By Our Special Correspondent

NEW DELHI, JAN. 18. The seat-sharing exercise between the Bharatiya Janata Party and its allies in Uttar Pradesh is more tension-ridden than anticipated. The leaders of allies have begun approaching the Prime Minister to bring pressure on the State leaders to concede more seats. The battle has intensified with the BJP declaring candidates for 309 seats in the Assembly of 403.

The BJP's complaint is that the allies have an exaggerated notion of their support base, and there was no way the party could concede so many seats (and end up losing them). On the other hand, the allies know that a considerably weakened BJP in U.P. has a high political stake, and it badly needs them. And they intend to exploit this to their advantage.

The president of the Rashtriya Lok Dal, Ajit Singh, met the Prime Minister, Atal Behari Vajpayee, today. The RLD is interested in the Khekra Assembly segment in its Baghpat Lok Sabha constituency, which the BJP is unwilling to relinquish as its sitting MLA, Roop Chaudhary, is the all India general secretary of the Yuva Morcha. So both the BJP and the RLD have declared their candidates for the segment. According to the RLD, Mr. Vajpayee asked BJP State leaders to accommodate the RLD, and another round of talks was on till late tonight to smoothen out differences on some six ``overlapping seats''.
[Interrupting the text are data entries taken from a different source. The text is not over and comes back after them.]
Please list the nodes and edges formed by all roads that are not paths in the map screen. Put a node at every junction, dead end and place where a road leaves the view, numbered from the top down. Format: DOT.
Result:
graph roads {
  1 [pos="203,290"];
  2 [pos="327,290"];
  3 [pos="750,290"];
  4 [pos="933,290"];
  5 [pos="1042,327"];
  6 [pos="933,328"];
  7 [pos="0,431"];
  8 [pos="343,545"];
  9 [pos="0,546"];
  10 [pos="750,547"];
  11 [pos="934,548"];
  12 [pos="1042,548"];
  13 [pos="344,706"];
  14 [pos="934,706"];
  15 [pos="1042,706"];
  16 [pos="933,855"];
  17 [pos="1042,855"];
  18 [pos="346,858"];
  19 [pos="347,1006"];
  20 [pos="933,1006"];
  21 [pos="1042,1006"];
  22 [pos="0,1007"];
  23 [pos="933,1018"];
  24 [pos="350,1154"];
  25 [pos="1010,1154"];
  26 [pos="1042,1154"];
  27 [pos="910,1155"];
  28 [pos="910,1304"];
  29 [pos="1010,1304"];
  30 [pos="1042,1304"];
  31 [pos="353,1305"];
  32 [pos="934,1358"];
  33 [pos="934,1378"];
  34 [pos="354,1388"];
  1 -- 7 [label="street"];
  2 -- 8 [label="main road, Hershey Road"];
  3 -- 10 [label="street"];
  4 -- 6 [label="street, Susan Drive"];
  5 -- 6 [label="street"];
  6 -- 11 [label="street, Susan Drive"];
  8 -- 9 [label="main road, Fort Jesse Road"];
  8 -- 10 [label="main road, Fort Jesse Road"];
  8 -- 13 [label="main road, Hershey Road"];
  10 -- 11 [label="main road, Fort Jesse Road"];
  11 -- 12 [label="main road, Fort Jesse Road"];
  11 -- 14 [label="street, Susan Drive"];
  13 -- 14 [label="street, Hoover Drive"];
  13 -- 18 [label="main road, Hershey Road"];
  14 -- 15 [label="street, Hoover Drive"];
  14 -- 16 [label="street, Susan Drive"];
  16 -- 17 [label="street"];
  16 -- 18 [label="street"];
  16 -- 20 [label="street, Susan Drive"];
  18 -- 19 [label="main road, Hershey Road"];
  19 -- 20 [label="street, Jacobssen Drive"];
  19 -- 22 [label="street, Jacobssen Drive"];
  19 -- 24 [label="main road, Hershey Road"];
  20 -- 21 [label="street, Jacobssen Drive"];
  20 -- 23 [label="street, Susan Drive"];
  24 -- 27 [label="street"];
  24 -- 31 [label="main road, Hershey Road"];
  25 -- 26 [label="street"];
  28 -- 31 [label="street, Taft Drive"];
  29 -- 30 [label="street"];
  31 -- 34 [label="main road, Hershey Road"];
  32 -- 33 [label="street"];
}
Although yesterday a senior BJP leader indicated that Maneka Gandhi's Shakti Dal would be given ``two or three'' seats, today her party declared its list of candidates for 14 seats.

The Samata Party, the Janata Dal (United) and the Lok Janshakti have decided to wait a day or two before declaring lists. Reports suggest that so far the number of seats offered by the BJP to them was far short of what they expected.